The LEGO Movie, however, takes a different approach. The film opens on a scene in which the great, Gandalf/Morpheus-like mystic Vitruvius (voiced, hilariously I might add, by Morgan Freeman) makes up the prophecy about “the Special” on the spot, as he’s being terrorized by Lord Business. The special-ness of The Special is, therefore, bogus right from the start; when our protagonist Emmet starts to realize his destiny later on, we understand that he’s living a fake dream. Indeed, the terms here are so blunt, so direct — “the Special” is an expression that can’t even bother to be syntactically correct — that they feel like digs at the very artificiality of the narrative of self-esteem. And so, just as the film plays like a spoof of many popular genres (of superhero movies, of quest narratives, of dystopian sci-fi, etc.), it also plays like a parody of the you-can-be-anything-you-want school of storytelling.

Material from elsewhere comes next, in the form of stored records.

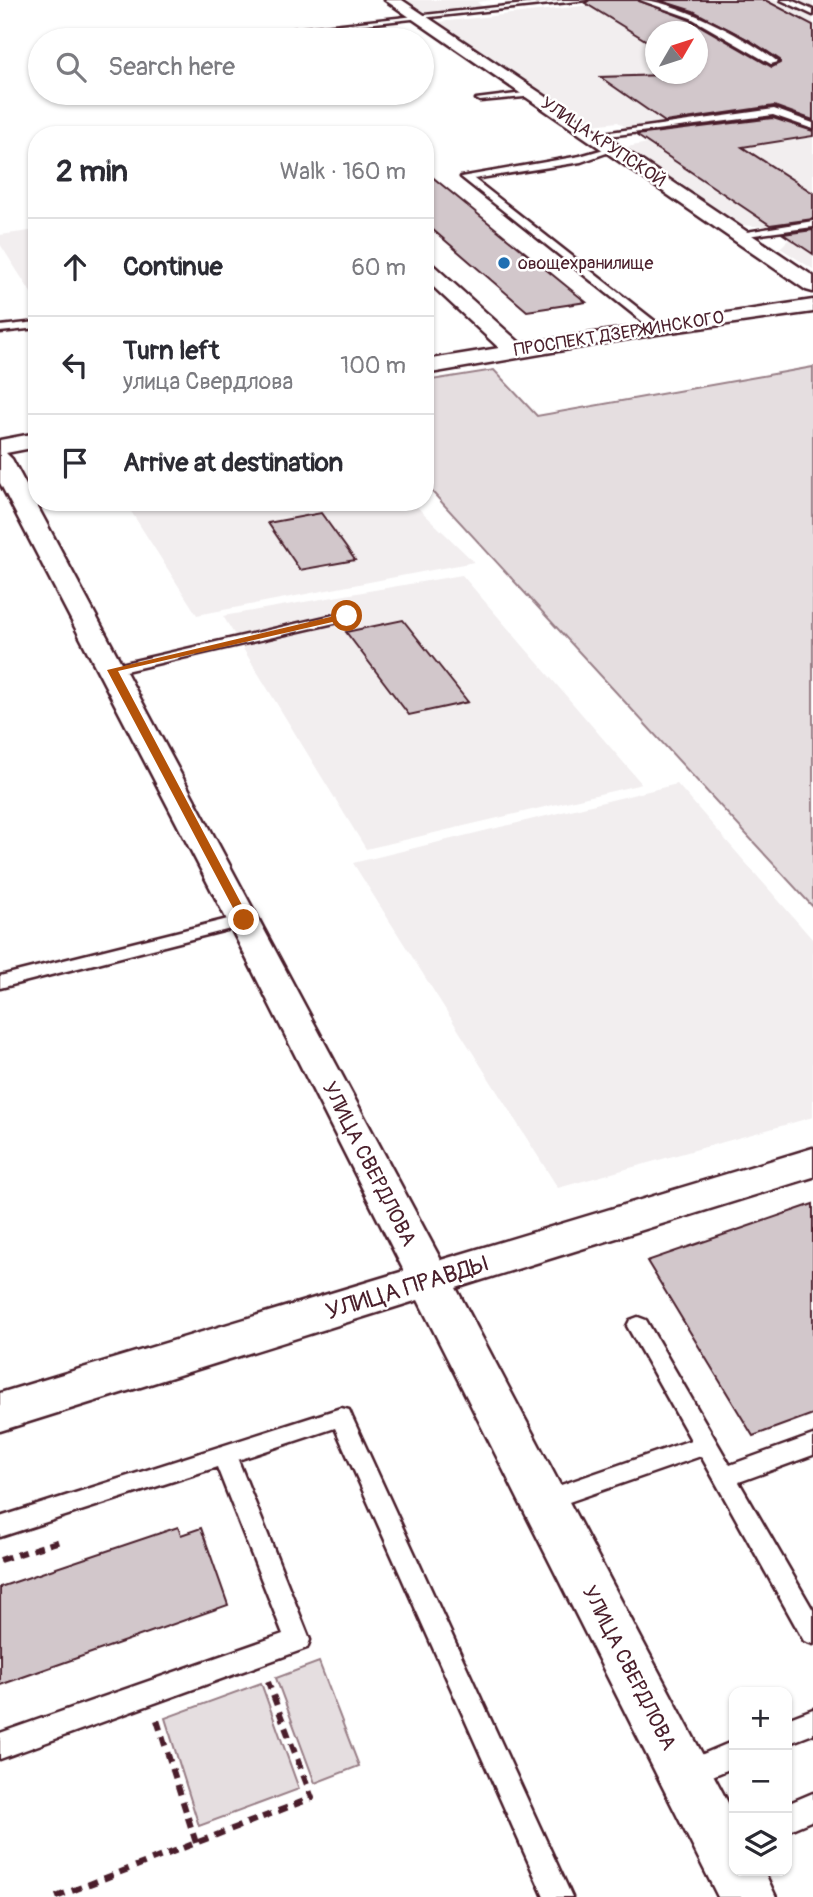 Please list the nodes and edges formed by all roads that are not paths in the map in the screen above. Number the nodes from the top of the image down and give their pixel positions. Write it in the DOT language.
graph roads {
  1 [pos="392,0"];
  2 [pos="583,0"];
  3 [pos="643,0"];
  4 [pos="785,0"];
  5 [pos="813,13"];
  6 [pos="419,18"];
  7 [pos="316,28"];
  8 [pos="434,28"];
  9 [pos="434,28"];
  10 [pos="774,62"];
  11 [pos="532,94"];
  12 [pos="480,99"];
  13 [pos="813,125"];
  14 [pos="593,135"];
  15 [pos="614,149"];
  16 [pos="813,224"];
  17 [pos="740,234"];
  18 [pos="434,279"];
  19 [pos="813,286"];
  20 [pos="813,306"];
  21 [pos="28,326"];
  22 [pos="657,328"];
  23 [pos="0,329"];
  24 [pos="514,350"];
  25 [pos="434,365"];
  26 [pos="28,442"];
  27 [pos="0,447"];
  28 [pos="0,459"];
  29 [pos="347,616"];
  30 [pos="112,670"];
  31 [pos="244,920"];
  32 [pos="0,982"];
  33 [pos="813,1162"];
  34 [pos="430,1282"];
  35 [pos="638,1326"];
  36 [pos="0,1412"];
  37 [pos="706,1445"];
  38 [pos="813,1445"];
  39 [pos="224,1455"];
  40 [pos="725,1477"];
  41 [pos="543,1501"];
  42 [pos="0,1527"];
  43 [pos="813,1633"];
  44 [pos="813,1721"];
  45 [pos="792,1730"];
  46 [pos="0,1746"];
  47 [pos="729,1756"];
  48 [pos="684,1774"];
  49 [pos="813,1806"];
  50 [pos="792,1816"];
  51 [pos="728,1844"];
  52 [pos="558,1897"];
  53 [pos="748,1897"];
  1 -- 6 [label="street, УЛИЦА КРУПСКОЙ"];
  2 -- 6 [label="lane"];
  3 -- 10 [label="lane"];
  4 -- 5 [label="lane"];
  6 -- 7 [label="lane"];
  6 -- 8 [label="street, УЛИЦА КРУПСКОЙ"];
  9 -- 11 [label="street, УЛИЦА КРУПСКОЙ"];
  11 -- 12 [label="lane"];
  11 -- 14 [label="street, УЛИЦА КРУПСКОЙ"];
  13 -- 14 [label="lane"];
  14 -- 15 [label="street, УЛИЦА КРУПСКОЙ"];
  15 -- 17 [label="street, УЛИЦА КРУПСКОЙ"];
  15 -- 22 [label="lane"];
  16 -- 17 [label="lane"];
  17 -- 19 [label="street, УЛИЦА КРУПСКОЙ"];
  18 -- 24 [label="street"];
  20 -- 22 [label="street, ПРОСПЕКТ ДЗЕРЖИНСКОГО"];
  21 -- 23 [label="lane"];
  22 -- 24 [label="street, ПРОСПЕКТ ДЗЕРЖИНСКОГО"];
  24 -- 25 [label="street, ПРОСПЕКТ ДЗЕРЖИНСКОГО"];
  26 -- 27 [label="street"];
  28 -- 30 [label="street, УЛИЦА СВЕРДЛОВА"];
  29 -- 30 [label="lane"];
  30 -- 31 [label="street, УЛИЦА СВЕРДЛОВА"];
  31 -- 32 [label="lane"];
  31 -- 34 [label="street, УЛИЦА СВЕРДЛОВА"];
  33 -- 34 [label="street, УЛИЦА ПРАВДЫ"];
  34 -- 36 [label="street, УЛИЦА ПРАВДЫ"];
  34 -- 41 [label="street, УЛИЦА СВЕРДЛОВА"];
  35 -- 37 [label="lane"];
  37 -- 40 [label="lane"];
  37 -- 41 [label="lane"];
  38 -- 40 [label="lane"];
  39 -- 42 [label="lane"];
  39 -- 46 [label="lane"];
  39 -- 52 [label="lane"];
  40 -- 43 [label="lane"];
  41 -- 48 [label="street, УЛИЦА СВЕРДЛОВА"];
  44 -- 45 [label="lane"];
  47 -- 48 [label="lane"];
  48 -- 51 [label="street, УЛИЦА СВЕРДЛОВА"];
  49 -- 50 [label="lane"];
  51 -- 53 [label="street, УЛИЦА СВЕРДЛОВА"];
}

The film also acknowledges the inherent double-standard in the idea of ordinary people becoming extraordinary: At one point, the heroine Wyldstyle tearfully reveals to Emmet that she herself was looking for the Piece of Resistance, hoping that she would be the Special. I can’t begin to describe how remarkable and rare a confession this is, coming from a heroine of a kids’ movie. It’s something these kinds of narratives rarely address — the angst of the dreamer who isn’t the one to fulfill this fictional destiny, even though they’re clearly more suited for it. (Wyldstyle actually is powerful and brilliant, unlike Emmet.) So, even as it purports to present a self-esteem narrative, The LEGO Movie dares to suggests that for every ordinary schmoe who gets to be special, there’s someone more deserving who doesn’t.

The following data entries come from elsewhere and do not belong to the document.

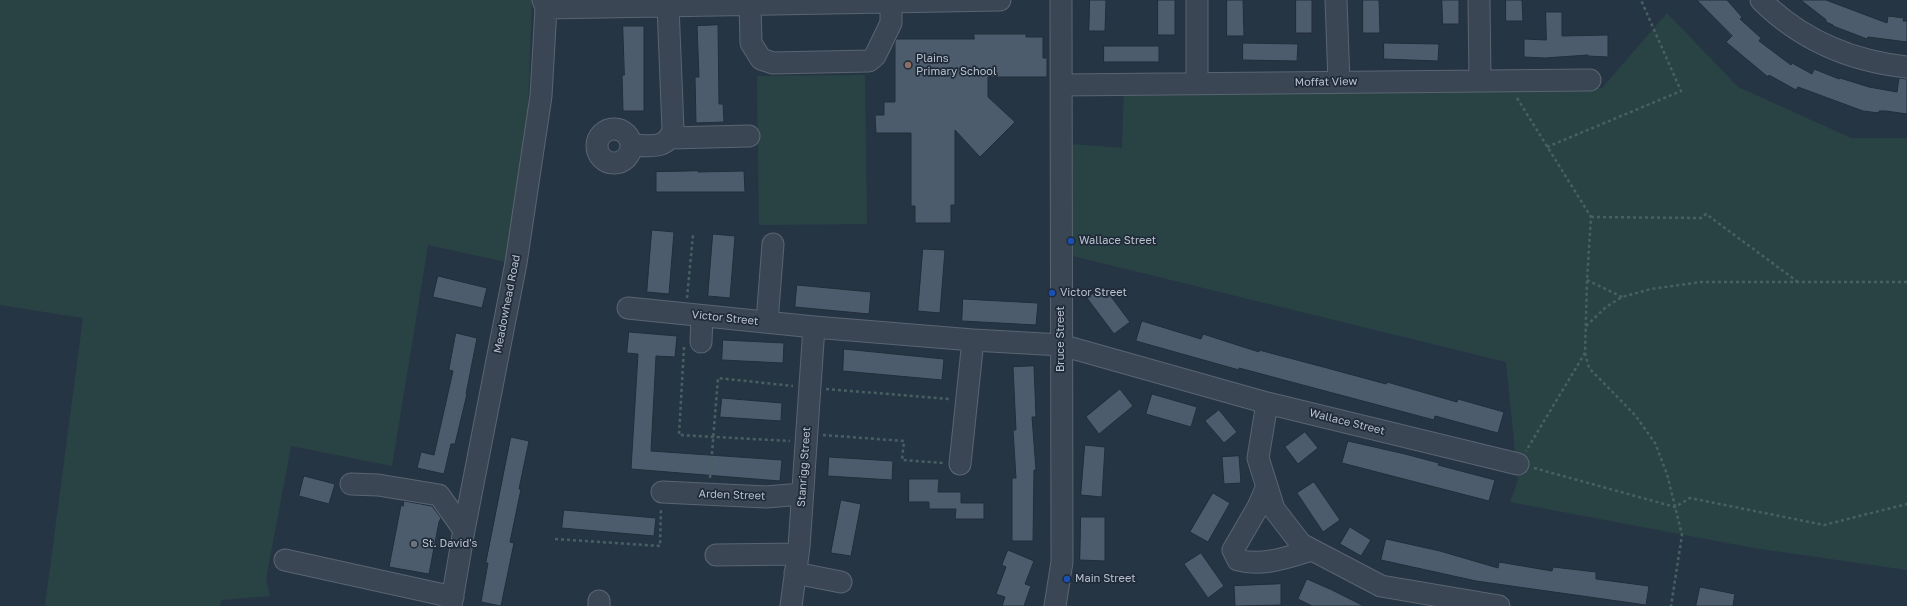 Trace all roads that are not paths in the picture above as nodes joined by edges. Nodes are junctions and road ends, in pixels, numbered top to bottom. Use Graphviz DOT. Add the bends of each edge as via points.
graph roads {
  1 [pos="1000,0"];
  2 [pos="1061,0"];
  3 [pos="1197,0"];
  4 [pos="1336,0"];
  5 [pos="1479,0"];
  6 [pos="1762,0"];
  7 [pos="892,2"];
  8 [pos="545,4"];
  9 [pos="594,4"];
  10 [pos="750,4"];
  11 [pos="668,6"];
  12 [pos="1907,67"];
  13 [pos="1590,80"];
  14 [pos="1480,81"];
  15 [pos="1339,82"];
  16 [pos="1197,83"];
  17 [pos="1062,85"];
  18 [pos="749,136"];
  19 [pos="670,138"];
  20 [pos="632,145"];
  21 [pos="773,244"];
  22 [pos="628,308"];
  23 [pos="694,315"];
  24 [pos="767,322"];
  25 [pos="814,327"];
  26 [pos="973,340"];
  27 [pos="692,343"];
  28 [pos="1061,345"];
  29 [pos="1267,403"];
  30 [pos="960,464"];
  31 [pos="1518,464"];
  32 [pos="351,484"];
  33 [pos="1267,486"];
  34 [pos="662,492"];
  35 [pos="802,494"];
  36 [pos="464,530"];
  37 [pos="1312,550"];
  38 [pos="716,555"];
  39 [pos="285,560"];
  40 [pos="797,564"];
  41 [pos="841,582"];
  42 [pos="452,602"];
  43 [pos="791,606"];
  44 [pos="1055,606"];
  45 [pos="1499,606"];
  1 -- 7 [label="street"];
  2 -- 17 [label="street, Bruce Street"];
  3 -- 16 [label="street"];
  4 -- 15 [label="street"];
  5 -- 14 [label="street"];
  6 -- 12 [label="street" via="1781,18 1824,46 1853,57"];
  7 -- 10 [label="street"];
  7 -- 10 [label="street" via="891,23 875,56 869,61 773,63 761,59 751,43"];
  8 -- 9 [label="street"];
  8 -- 36 [label="street, Meadowhead Road" via="541,96 516,263"];
  9 -- 11 [label="street"];
  10 -- 11 [label="street"];
  11 -- 19 [label="street" via="673,130"];
  13 -- 14 [label="street, Moffat View"];
  14 -- 15 [label="street, Moffat View"];
  15 -- 16 [label="street, Moffat View"];
  16 -- 17 [label="street, Moffat View"];
  17 -- 28 [label="street, Bruce Street"];
  18 -- 19 [label="street"];
  19 -- 20 [label="street" via="661,145"];
  21 -- 24 [label="street"];
  22 -- 23 [label="street, Victor Street"];
  23 -- 24 [label="street, Victor Street"];
  23 -- 27 [label="street"];
  24 -- 25 [label="street, Victor Street"];
  25 -- 26 [label="street, Victor Street"];
  25 -- 35 [label="street, Stanrigg Street"];
  26 -- 28 [label="street, Victor Street"];
  26 -- 30 [label="street"];
  28 -- 29 [label="street, Wallace Street"];
  28 -- 44 [label="street, Bruce Street" via="1062,562"];
  29 -- 31 [label="street, Wallace Street"];
  29 -- 33 [label="street" via="1258,458"];
  32 -- 36 [label="street" via="378,485 439,495"];
  33 -- 37 [label="street" via="1274,509 1301,544"];
  33 -- 37 [label="street" via="1233,550 1238,560 1250,564 1277,560"];
  34 -- 35 [label="street, Arden Street" via="766,497"];
  35 -- 40 [label="street, Stanrigg Street"];
  36 -- 42 [label="street, Meadowhead Road"];
  37 -- 45 [label="street" via="1381,586"];
  38 -- 40 [label="street"];
  39 -- 42 [label="street"];
  40 -- 41 [label="street"];
  40 -- 43 [label="street, Stanrigg Street"];
}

So, is The LEGO Movie an exceptionalist narrative in disguise — a film that purports to be about a zero becoming a hero while mocking that very idea? No, because the film has, I think, a different agenda. It wants to take the self-esteem narrative to its logical extreme. Unlike other movies, it refuses to shy away from the social implications of saying that everybody’s special. Instead, it shows it. In the midst of the movie’s climactic battle, after Emmet finds out that he isn’t the Special — that no one is — he tells the people of LEGO land that they’re all special, and he inspires them all to break their chains and start creating and building. As a result, the people rise up, and start conjuring up cars, planes, weapons, all sorts of crazy vehicles and other instruments and whatever else in their battle against the forces of Lord Business.
As a result, something rather politically loaded, almost transgressive, emerges. It’s a downright proletarian LEGO revolution — right at the climax of that most capitalist of film genres, the toy-based children’s movie. (Remember, the movie’s villain is named Business.) It is, of course, a fantasy of equality and revolution, but it’s in keeping with the disruptive, anarchic spirit of the film itself. In other words, after exploring the simmering debate between stories of self-esteem and stories of exceptionalism, the movie settles on the self-esteem side, but with a self-aware wink. Narratives of exceptionalism argue that if everybody’s special, then nobody is. To that, The LEGO Movie offers a sly retort: Everybody IS special, BECAUSE nobody is.